The report said the lifting of sanctions would allow for diplomatic talks with the German government on the “risks to the completed Nortstream 2 pipeline to Ukraine and European energy security.” Except for Warnick, the exception rule includes the entire management of Nort Stream 2. A subsidiary of the Russian energy company Gasprom, based in the Swiss city of Zhuk, is responsible for the planning, construction and subsequent operation of the pipeline, which is almost complete.
Cross-party criticism in the US Congress
The current decision by the government has met with bipartisan criticism in the US Congress, which passed an embargo against the construction of Nort Stream 2 in 2019. Democrat Bob Menedes, chairman of the Senate Foreign Relations Committee, said the Biden government should do everything possible to prevent the pipeline from being completed. This includes sanctions against Nortstream 2AG and its managing directors. Republican Senator Jim Rich talks about a “gift” to Russian President Vladimir Putin.
Mass: “Keep talking to each other creatively”
The U.S. media had already reported on Tuesday that Biden wanted to lift sanctions against Nortstream 2AG. It was welcomed in Berlin: Federal Foreign Minister Haiko Mass (SPD) on Wednesday said the federal government saw this as “an action taken against us”. It is important to “continue to discuss issues with each other as creatively as possible.” The German government is sticking to the nine billion euro pipeline, although it has drawn criticism from other EU countries. Mass said the only problem Germany and the United States had “fundamentally different opinions” was North Stream 2. Now one has to look at “this project will not further burden our best cooperation in any way”. The next three months should be used to re-discuss the complex parts of the plan until the next report to the US State Congress on North Stream 2. Reports are due every 90 days.
Sasnitz Mayor: “Have a nice day”
So the threat of sanctions against Sasnitz port no longer applies. Last summer, U.S. senators threatened to seize control of the port as a base for pipeline construction. The mayor of Sasnitz and port workers also had to expect travel restrictions on the United States.

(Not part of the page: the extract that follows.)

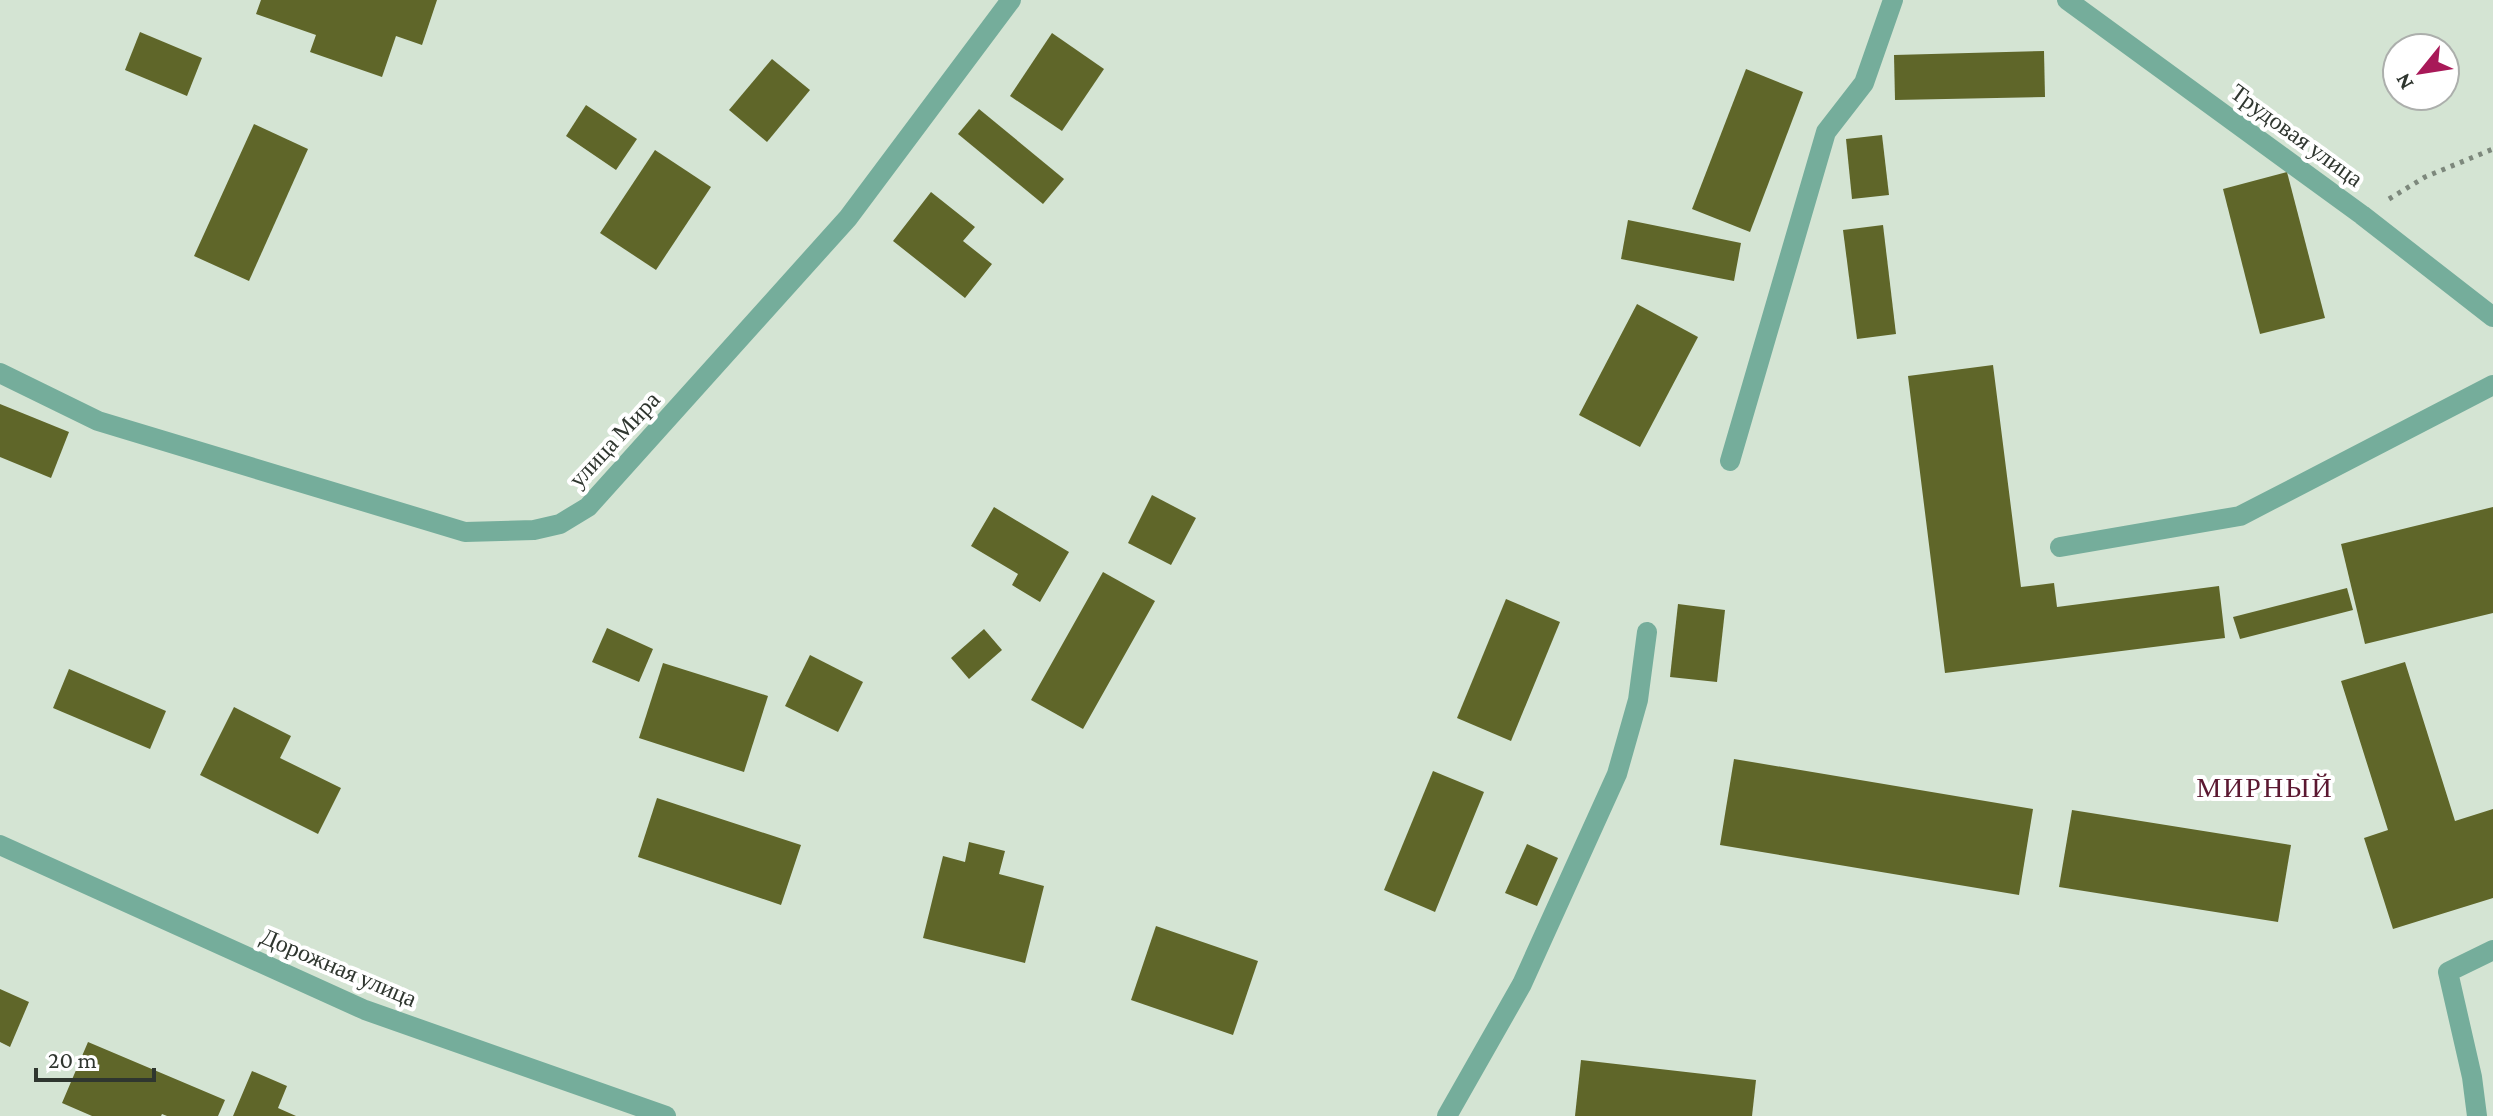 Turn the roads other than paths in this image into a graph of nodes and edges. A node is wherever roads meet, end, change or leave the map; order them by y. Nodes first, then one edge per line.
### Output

The mayor of Sasnitz, Frank Crotch (Die Link), spoke with NDR1 Radio MV about a “good day”. “In my view, this is a continuation of the new president’s efforts to improve German-American relations,” he said Wednesday. Crotch described the lifting of sanctions as a good sign for “the city and our ferry port Sasnits-Mukron GmbH”. The city owns 90 percent of the ferry port operations. Sanctions often carry the burden of negotiations with other companies, Crotch said. “It was very difficult and an obstacle in some negotiations. However, fortunately, there were threats from all three senators and no sanctions were implemented.”
Years of dispute over the Baltic Sea pipeline
Has been one of the key points of contention in German-American relations for many years. Washington is definitely against the natural gas pipeline. Like his predecessor Trump, President Biden argues that Germany and Europe are increasingly dependent on Russia. However, in the pipeline controversy, Washington did not want Trump to affect relations with improved Germany again after years.

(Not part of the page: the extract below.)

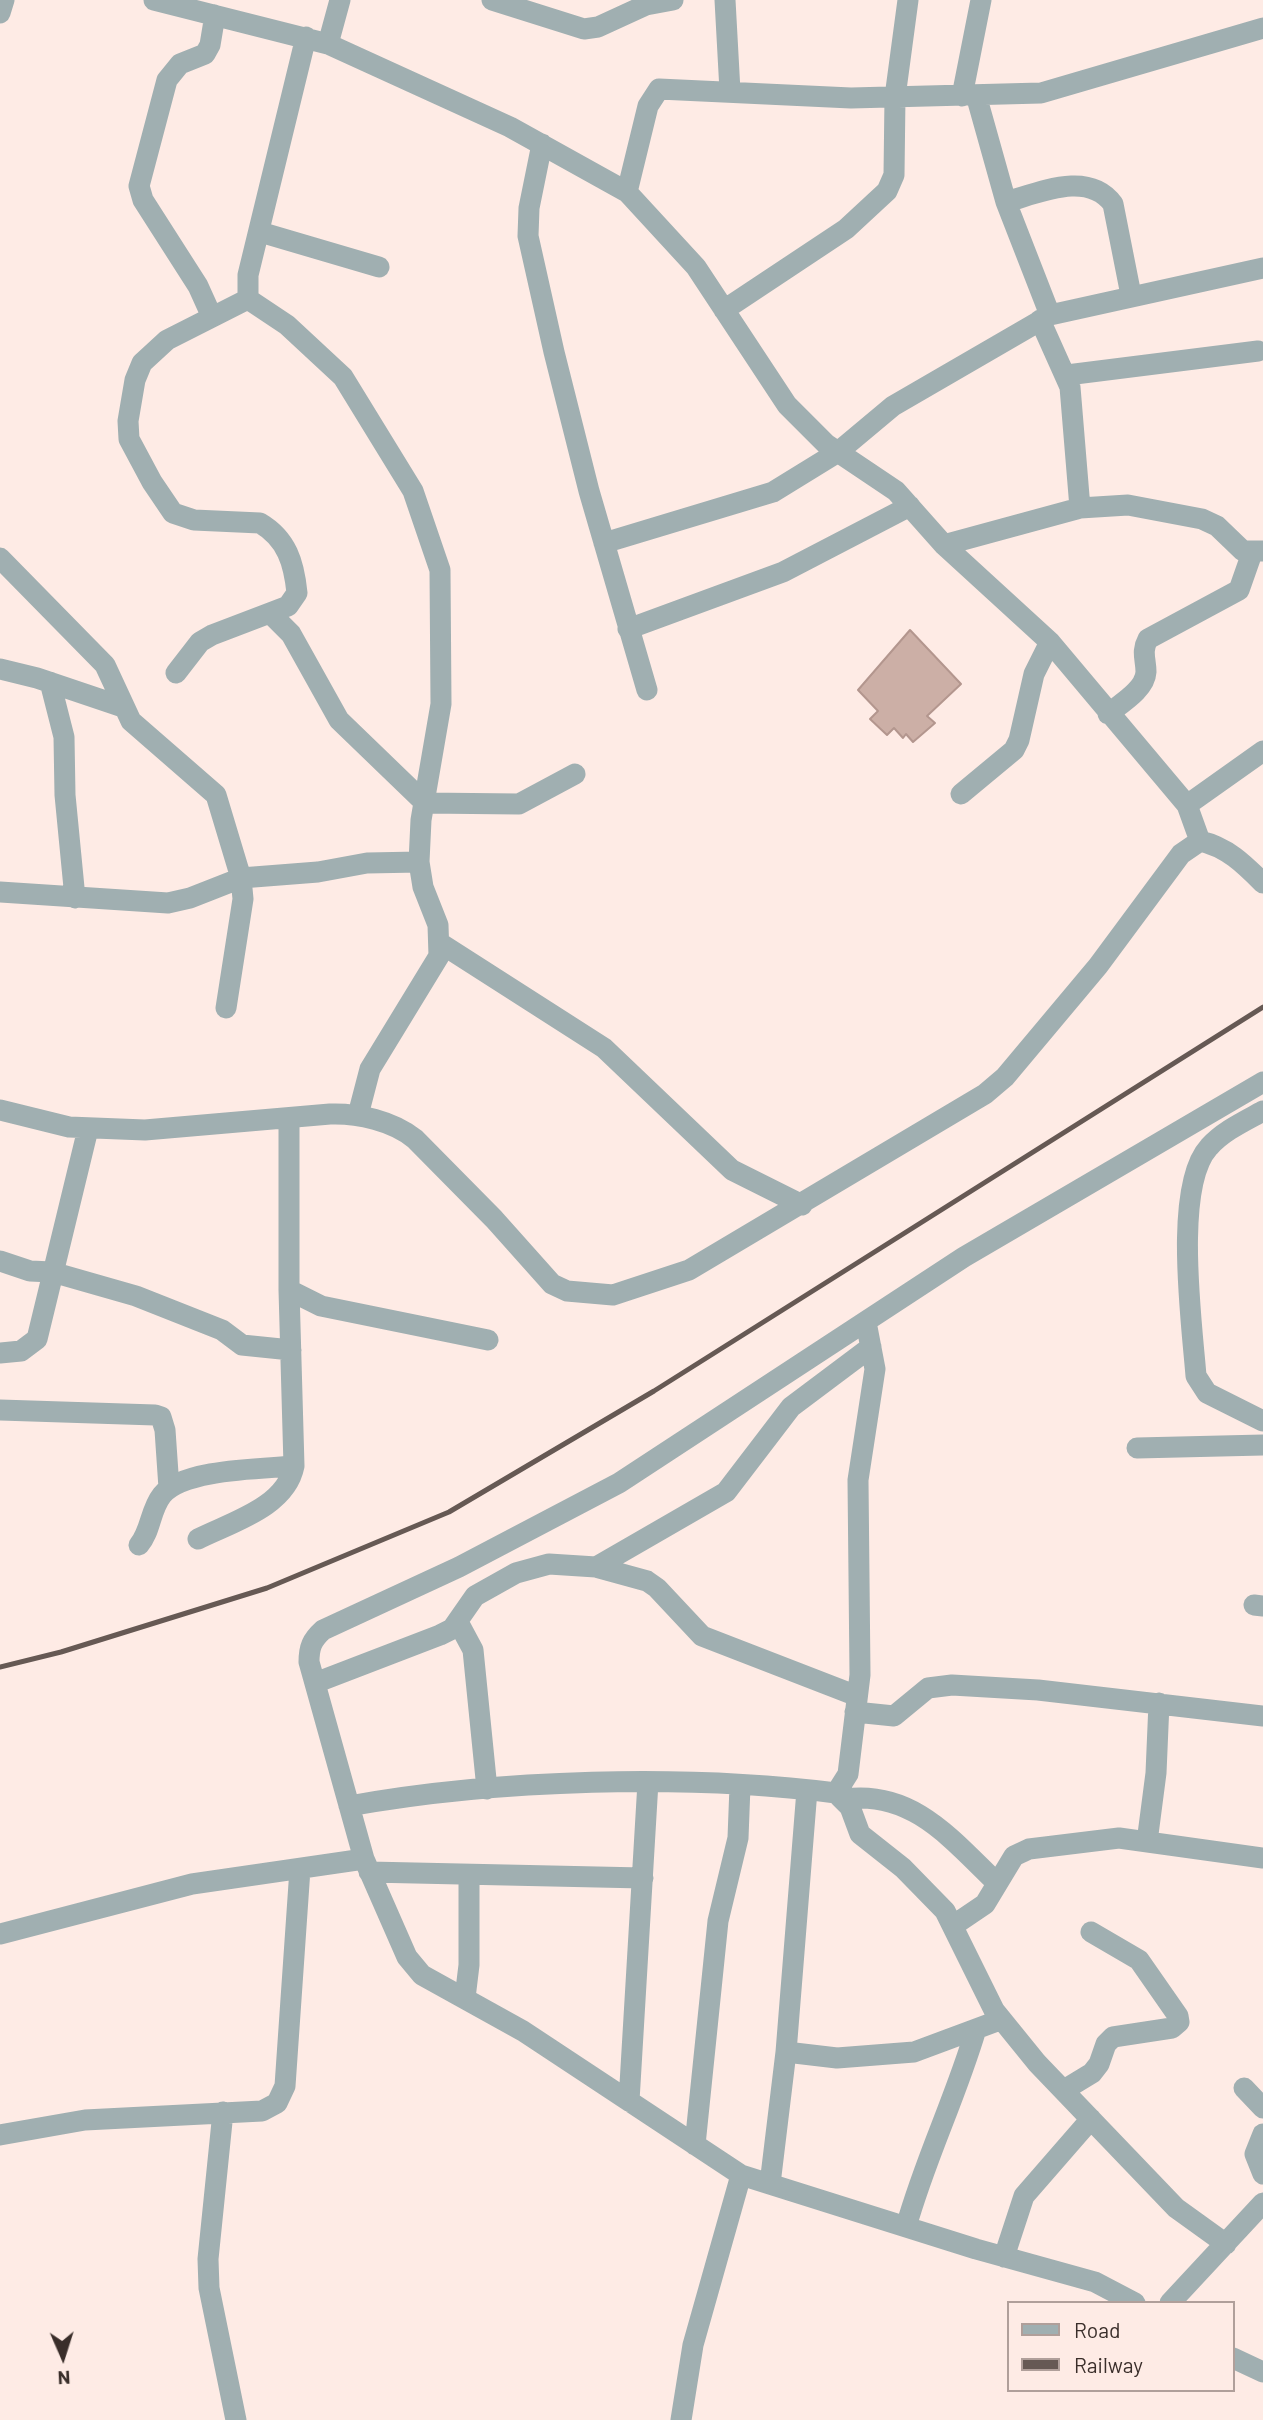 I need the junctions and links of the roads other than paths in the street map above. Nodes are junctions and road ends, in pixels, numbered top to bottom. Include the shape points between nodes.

The extension building is as good as possible
Construction of a natural gas pipeline from Russia to Germany via the Baltic Sea is largely complete. In German waters, 13.9 km of one line and 16.8 km of the second line are missing. Upon completion, Nortstream 2 is expected to carry 55 billion cubic meters of natural gas per year from Russia to Germany. The first two lines between Vyborg in Russia and Lapmin in western Pomerania became operational in 2011.